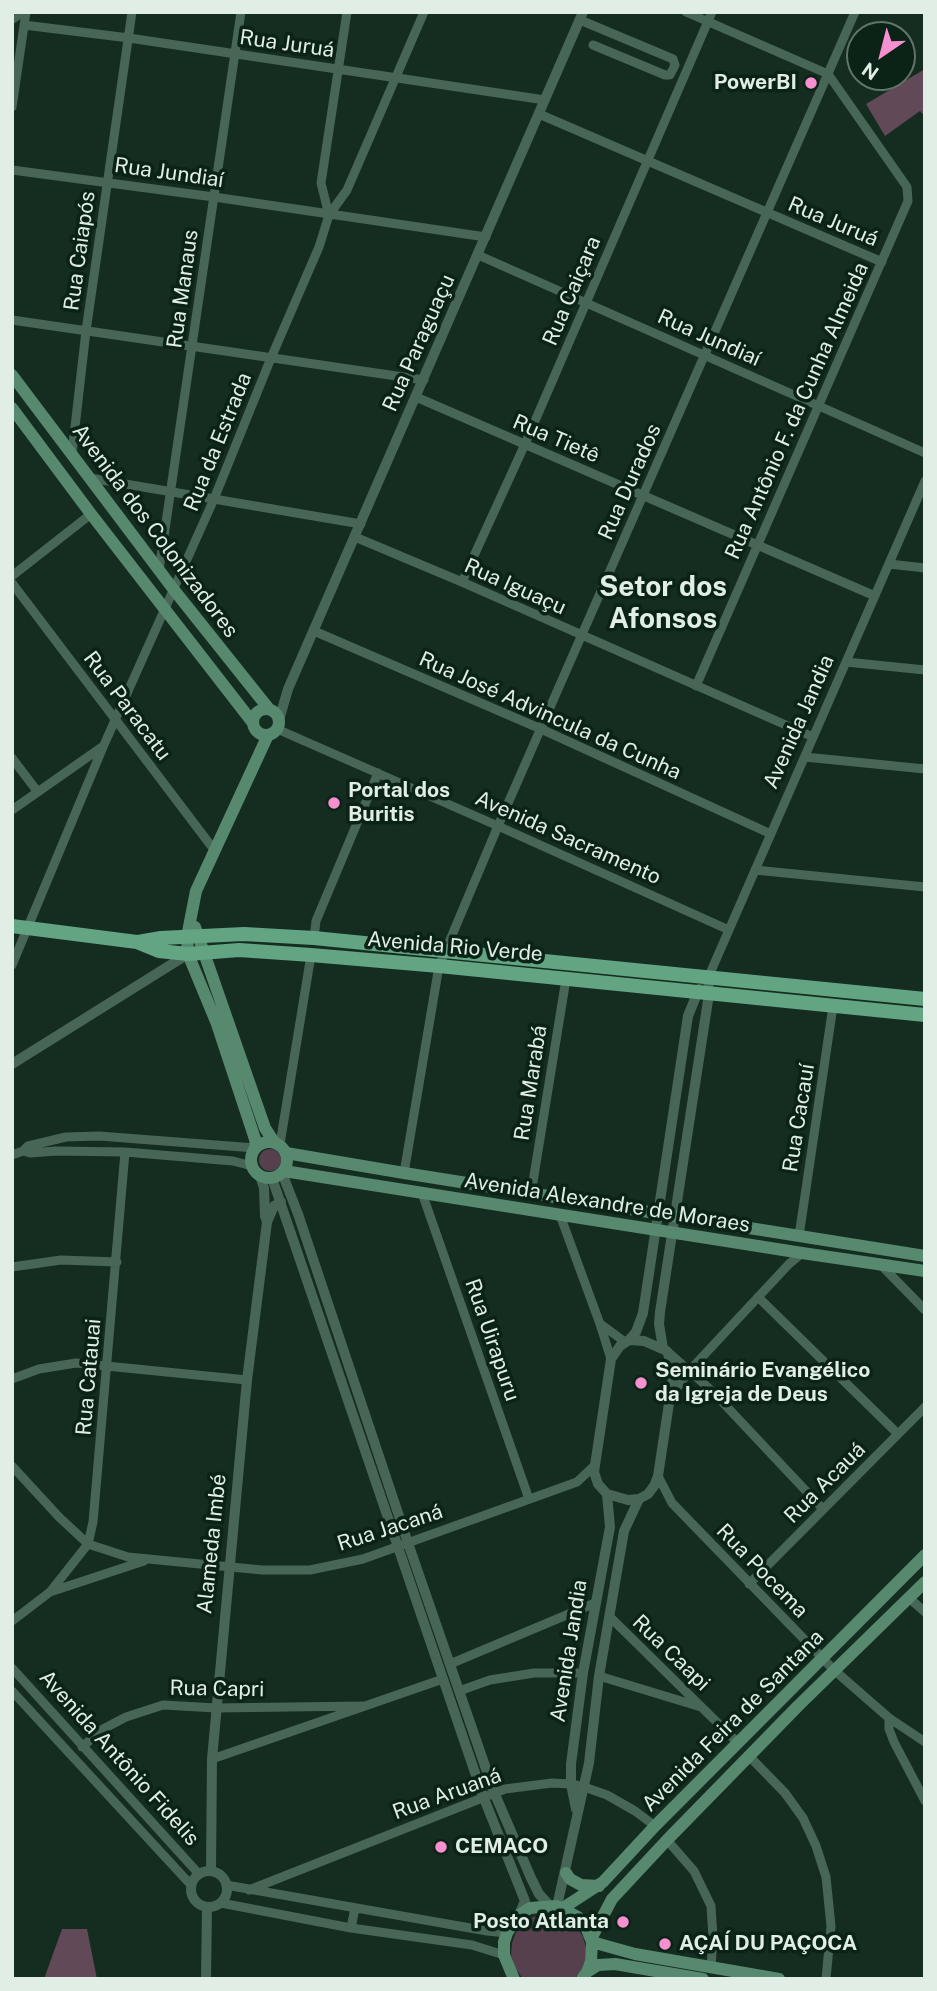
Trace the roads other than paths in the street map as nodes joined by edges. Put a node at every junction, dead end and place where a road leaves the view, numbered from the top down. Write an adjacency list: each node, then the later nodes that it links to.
1 (24, 12): 10 (street); 11 (street)
2 (132, 12): 12 (street, Rua Caiapós)
3 (242, 12): 14 (street, Rua Manaus)
4 (347, 12): 15 (street)
5 (424, 12): 17 (street, Rua da Estrada)
6 (686, 12): 9 (street)
7 (855, 12): 16 (street, Rua Durados)
8 (581, 16): 13 (street); 18 (street, Rua Paraguaçu)
9 (710, 17): 16 (street); 21 (street, Rua Caiçara)
10 (12, 19)
11 (24, 25): 12 (street, Rua Juruá); 19 (street)
12 (129, 38): 14 (street, Rua Juruá); 23 (street, Rua Caiapós)
13 (593, 45)
14 (235, 54): 15 (street, Rua Juruá); 24 (street, Rua Manaus)
15 (338, 69): 17 (street, Rua Juruá); 26 (street)
16 (828, 74): 25 (street, Rua Durados); 29 (street, Rua Antônio F. da Cunha Almeida)
17 (396, 78): 18 (street, Rua Juruá); 26 (street, Rua da Estrada)
18 (545, 100): 20 (street, Rua Paraguaçu)
19 (12, 107)
20 (539, 114): 21 (street, Rua Juruá); 27 (street, Rua Paraguaçu)
21 (647, 161): 25 (street, Rua Juruá); 30 (street, Rua Caiçara)
22 (12, 170): 23 (street, Rua Jundiaí)
23 (108, 182): 24 (street, Rua Jundiaí); 32 (street, Rua Caiapós)
24 (214, 197): 26 (street, Rua Jundiaí); 33 (street, Rua Manaus)
25 (767, 213): 29 (street, Rua Juruá); 34 (street, Rua Durados)
26 (329, 215): 27 (street, Rua Jundiaí); 35 (street, Rua da Estrada)
27 (486, 237): 28 (street, Rua Paraguaçu)
28 (478, 255): 30 (street, Rua Jundiaí); 37 (street, Rua Paraguaçu)
29 (882, 262): 39 (street, Rua Antônio F. da Cunha Almeida)
30 (586, 303): 34 (street, Rua Jundiaí); 41 (street, Rua Caiçara)
31 (12, 320): 32 (street)
32 (86, 331): 33 (street); 42 (street, Rua Caiapós)
33 (192, 346): 35 (street); 46 (street, Rua Manaus)
34 (705, 355): 39 (street, Rua Jundiaí); 47 (street, Rua Durados)
35 (271, 358): 37 (street); 48 (street, Rua da Estrada)
36 (12, 375): 42 (main road, Avenida dos Colonizadores)
37 (424, 380): 38 (street, Rua Paraguaçu)
38 (416, 397): 41 (street, Rua Tietê); 50 (street, Rua Paraguaçu)
39 (817, 405): 43 (street, Rua Jundiaí); 52 (street, Rua Antônio F. da Cunha Almeida)
40 (12, 408): 49 (main road, Avenida dos Colonizadores)
41 (525, 444): 47 (street, Rua Tietê); 57 (street, Rua Caiçara)
42 (72, 453): 44 (main road, Avenida dos Colonizadores)
43 (925, 453)
44 (90, 478): 46 (street); 55 (main road, Avenida dos Colonizadores)
45 (925, 481): 53 (street, Avenida Jandia)
46 (171, 492): 48 (street); 55 (street, Rua Manaus)
47 (644, 496): 52 (street, Rua Tietê); 63 (street, Rua Durados)
48 (214, 499): 50 (street); 59 (street, Rua da Estrada)
49 (91, 514): 56 (street); 61 (main road, Avenida dos Colonizadores)
50 (361, 524): 51 (street, Rua Paraguaçu)
51 (355, 537): 57 (street, Rua Iguaçu); 62 (street, Rua Paraguaçu)
52 (757, 545): 60 (street, Rua Tietê); 66 (street, Rua Antônio F. da Cunha Almeida)
53 (889, 564): 54 (street); 60 (street, Avenida Jandia)
54 (925, 568)
55 (159, 570): 59 (main road, Avenida dos Colonizadores)
56 (12, 576)
57 (462, 582): 63 (street, Rua Iguaçu)
58 (12, 583): 67 (street, Rua Paracatu)
59 (174, 590): 61 (street, Rua da Estrada); 69 (main road, Avenida dos Colonizadores)
60 (875, 596): 64 (street, Avenida Jandia)
61 (165, 609): 67 (street, Rua da Estrada); 68 (main road, Avenida dos Colonizadores)
62 (314, 631): 69 (street, Rua Paraguaçu); 70 (street, Rua José Advincula da Cunha)
63 (582, 636): 66 (street, Rua Iguaçu); 70 (street, Rua Durados)
64 (846, 662): 65 (street); 71 (street, Avenida Jandia)
65 (925, 670)
66 (696, 685): 71 (street, Rua Iguaçu)
67 (115, 721): 72 (street, Rua da Estrada); 81 (street, Rua Paracatu)
68 (253, 723): 69 (main road, Avenida dos Colonizadores); 69 (main road)
69 (270, 726): 76 (street, Avenida Sacramento); 81 (main road, Rua Paraguaçu)
70 (541, 729): 79 (street, Rua Durados); 80 (street, Rua José Advincula da Cunha)
71 (813, 737): 73 (street, Avenida Jandia)
72 (103, 747): 77 (street); 85 (street, Rua da Estrada)
73 (805, 757): 75 (street); 80 (street, Avenida Jandia)
74 (12, 758): 77 (street)
75 (925, 769)
76 (378, 773): 79 (street, Avenida Sacramento); 88 (street)
77 (37, 792): 78 (street)
78 (12, 810)
79 (498, 826): 86 (street, Avenida Sacramento); 90 (street, Rua Durados)
80 (771, 834): 82 (street, Avenida Jandia)
81 (215, 851): 87 (main road, Rua Paraguaçu)
82 (755, 870): 83 (street); 86 (street, Avenida Jandia)
83 (925, 887)
84 (12, 926): 85 (main road)
85 (27, 929): 89 (main road); 94 (street, Rua da Estrada)
86 (729, 930): 96 (street, Avenida Jandia)
87 (193, 937): 88 (main road, Avenida Rio Verde); 89 (main road, Avenida Rio Verde); 91 (main road); 92 (main road)
88 (314, 938): 90 (main road, Avenida Rio Verde)
89 (136, 942): 92 (main road)
90 (447, 950): 95 (street, Rua Durados); 96 (main road, Avenida Rio Verde)
91 (204, 953): 92 (main road, Avenida Rio Verde); 93 (main road, Avenida Rio Verde); 103 (main road)
92 (188, 954): 102 (street, Avenida Rio Verde); 104 (main road)
93 (311, 955): 95 (main road, Avenida Rio Verde); 103 (street)
94 (12, 965)
95 (439, 966): 97 (main road, Avenida Rio Verde); 109 (street)
96 (708, 978): 98 (street, Avenida Jandia); 99 (main road, Avenida Rio Verde)
97 (566, 979): 98 (main road, Avenida Rio Verde); 111 (street, Rua Marabá)
98 (703, 993): 100 (main road, Avenida Rio Verde); 113 (street, Avenida Jandia); 115 (street, Avenida Jandia)
99 (925, 999)
100 (833, 1006): 101 (main road, Avenida Rio Verde); 119 (street, Rua Cacauí)
101 (925, 1015)
102 (12, 1064)
103 (280, 1146): 104 (main road); 108 (main road); 109 (main road, Avenida Alexandre de Moraes)
104 (255, 1147): 105 (street, Avenida Alexandre de Moraes); 108 (main road)
105 (23, 1151): 106 (street, Avenida Alexandre de Moraes); 107 (street, Avenida Alexandre de Moraes)
106 (125, 1152): 108 (street, Avenida Alexandre de Moraes); 122 (street, Rua Catauai)
107 (12, 1155)
108 (270, 1173): 110 (main road, Avenida Alexandre de Moraes); 112 (street); 116 (street, Alameda Imbé); 150 (street)
109 (404, 1173): 111 (main road, Avenida Alexandre de Moraes)
110 (422, 1193): 114 (main road, Avenida Alexandre de Moraes); 146 (street, Rua Uirapuru)
111 (531, 1194): 113 (main road, Avenida Alexandre de Moraes)
112 (281, 1202): 116 (street, Alameda Imbé); 150 (street)
113 (658, 1214): 115 (main road, Avenida Alexandre de Moraes); 117 (street, Avenida Jandia)
114 (560, 1215): 117 (main road, Avenida Alexandre de Moraes); 128 (street)
115 (674, 1216): 118 (street, Avenida Jandia); 119 (main road, Avenida Alexandre de Moraes)
116 (267, 1222): 135 (street, Alameda Imbé)
117 (655, 1230): 118 (main road, Avenida Alexandre de Moraes); 129 (street, Avenida Jandia)
118 (671, 1233): 120 (main road, Avenida Alexandre de Moraes); 130 (street, Avenida Jandia)
119 (799, 1236): 121 (main road, Avenida Alexandre de Moraes)
120 (802, 1253): 123 (main road, Avenida Alexandre de Moraes); 126 (street)
121 (925, 1256)
122 (117, 1262): 124 (street); 132 (street, Rua Catauai)
123 (880, 1264): 125 (main road, Avenida Alexandre de Moraes); 127 (street)
124 (12, 1268)
125 (925, 1271)
126 (758, 1297): 133 (street); 138 (street)
127 (925, 1310)
128 (600, 1324): 129 (street); 131 (street)
129 (627, 1341): 130 (street); 131 (street, Avenida Jandia)
130 (665, 1350): 133 (street); 136 (street, Avenida Jandia)
131 (611, 1359): 140 (street)
132 (108, 1366): 134 (street); 135 (street); 149 (street, Rua Catauai)
133 (690, 1370): 136 (street); 148 (street)
134 (12, 1380)
135 (247, 1380): 153 (street, Alameda Imbé)
136 (670, 1397): 141 (street, Avenida Jandia)
137 (925, 1407): 138 (street, Rua Acauá)
138 (898, 1434): 148 (street, Rua Acauá)
139 (12, 1466): 149 (street)
140 (594, 1466): 142 (street, Rua Jacaná); 143 (street)
141 (658, 1476): 145 (street, Avenida Jandia); 147 (street, Rua Pocema)
142 (577, 1482): 143 (street, Rua Jacaná); 146 (street, Rua Jacaná)
143 (598, 1484): 144 (street)
144 (607, 1494): 145 (street); 158 (street, Avenida Jandia)
145 (643, 1496): 147 (street, Rua Pocema); 160 (street, Avenida Jandia)
146 (529, 1499): 150 (street, Rua Jacaná)
147 (672, 1503): 155 (street, Rua Pocema)
148 (823, 1510): 155 (street, Rua Acauá)
149 (88, 1544): 152 (street); 156 (street, Rua Catauai)
150 (402, 1545): 153 (street, Rua Jacaná); 163 (street); 168 (street)
151 (925, 1555): 162 (main road, Avenida Feira de Santana)
152 (149, 1560): 153 (street, Rua Jacaná); 156 (street, Rua Jacaná)
153 (229, 1567): 172 (street, Alameda Imbé)
154 (925, 1582): 157 (main road, Avenida Feira de Santana)
155 (749, 1584): 162 (street, Rua Pocema)
156 (50, 1592): 161 (street, Rua Jacaná)
157 (909, 1598): 159 (street); 165 (main road, Avenida Feira de Santana)
158 (595, 1603): 163 (street); 166 (street, Avenida Jandia)
159 (925, 1612)
160 (610, 1617): 167 (street, Avenida Jandia); 173 (street, Rua Caapi)
161 (12, 1621)
162 (822, 1658): 165 (street, Rua Pocema); 176 (main road, Avenida Feira de Santana)
163 (450, 1664): 170 (street)
164 (12, 1668): 177 (street, Avenida Antônio Fidelis)
165 (834, 1670): 174 (street, Rua Pocema); 178 (main road, Avenida Feira de Santana)
166 (583, 1673): 170 (street); 180 (street, Avenida Jandia)
167 (599, 1676): 173 (street); 181 (street, Avenida Jandia)
168 (443, 1679): 171 (street, Rua Capri); 183 (street)
169 (12, 1690): 193 (street, Avenida Antônio Fidelis)
170 (459, 1691): 182 (street)
171 (363, 1706): 172 (street, Rua Capri); 179 (street, Rua Capri)
172 (216, 1708): 177 (street, Rua Capri); 179 (street, Alameda Imbé)
173 (703, 1708): 176 (street, Rua Caapi)
174 (889, 1718): 175 (street, Rua Pocema); 184 (street)
175 (925, 1742)
176 (738, 1743): 186 (main road, Avenida Feira de Santana)
177 (82, 1747): 190 (street, Avenida Antônio Fidelis)
178 (749, 1756): 187 (main road, Avenida Feira de Santana); 212 (street)
179 (212, 1759): 189 (street, Alameda Imbé)
180 (572, 1784): 181 (street, Rua Aruaná); 182 (street, Rua Aruaná); 185 (street, Avenida Jandia)
181 (584, 1787): 185 (street, Avenida Jandia); 186 (street, Rua Aruaná)
182 (494, 1792): 183 (street, Rua Aruaná); 188 (street)
183 (483, 1796): 192 (street); 196 (street, Rua Aruaná)
184 (925, 1801)
185 (577, 1815): 191 (street, Avenida Jandia)
186 (655, 1826): 195 (main road, Avenida Feira de Santana)
187 (667, 1840): 197 (main road, Avenida Feira de Santana); 207 (street)
188 (527, 1868): 192 (street); 200 (street)
189 (211, 1871): 190 (street); 194 (street)
190 (198, 1873): 193 (street)
191 (566, 1873): 195 (main road); 200 (street, Avenida Jandia)
192 (515, 1875): 202 (street)
193 (191, 1885): 199 (street)
194 (226, 1885): 196 (street); 198 (street)
195 (598, 1886): 197 (main road); 200 (main road, Avenida Feira de Santana)
196 (250, 1890): 201 (street)
197 (612, 1899): 205 (main road, Avenida Feira de Santana)
198 (221, 1903): 199 (street); 203 (street)
199 (207, 1907): 210 (street)
200 (557, 1907): 202 (main road, Avenida Feira de Santana); 205 (main road)
201 (355, 1908): 203 (street); 204 (street)
202 (519, 1915): 204 (main road)
203 (351, 1928): 206 (street)
204 (507, 1933): 206 (main road)
205 (591, 1940): 207 (main road); 208 (main road, Avenida Feira de Santana)
206 (505, 1955): 209 (main road)
207 (707, 1973): 208 (main road); 211 (main road)
208 (584, 1975)
209 (511, 1977)
210 (206, 1979)
211 (779, 1979)
212 (826, 1979)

§ Activity
In the lines above, spot each one that contains the word "Caiapós" and copy it.

§ Reply
2 (132, 12): 12 (street, Rua Caiapós)
12 (129, 38): 14 (street, Rua Juruá); 23 (street, Rua Caiapós)
23 (108, 182): 24 (street, Rua Jundiaí); 32 (street, Rua Caiapós)
32 (86, 331): 33 (street); 42 (street, Rua Caiapós)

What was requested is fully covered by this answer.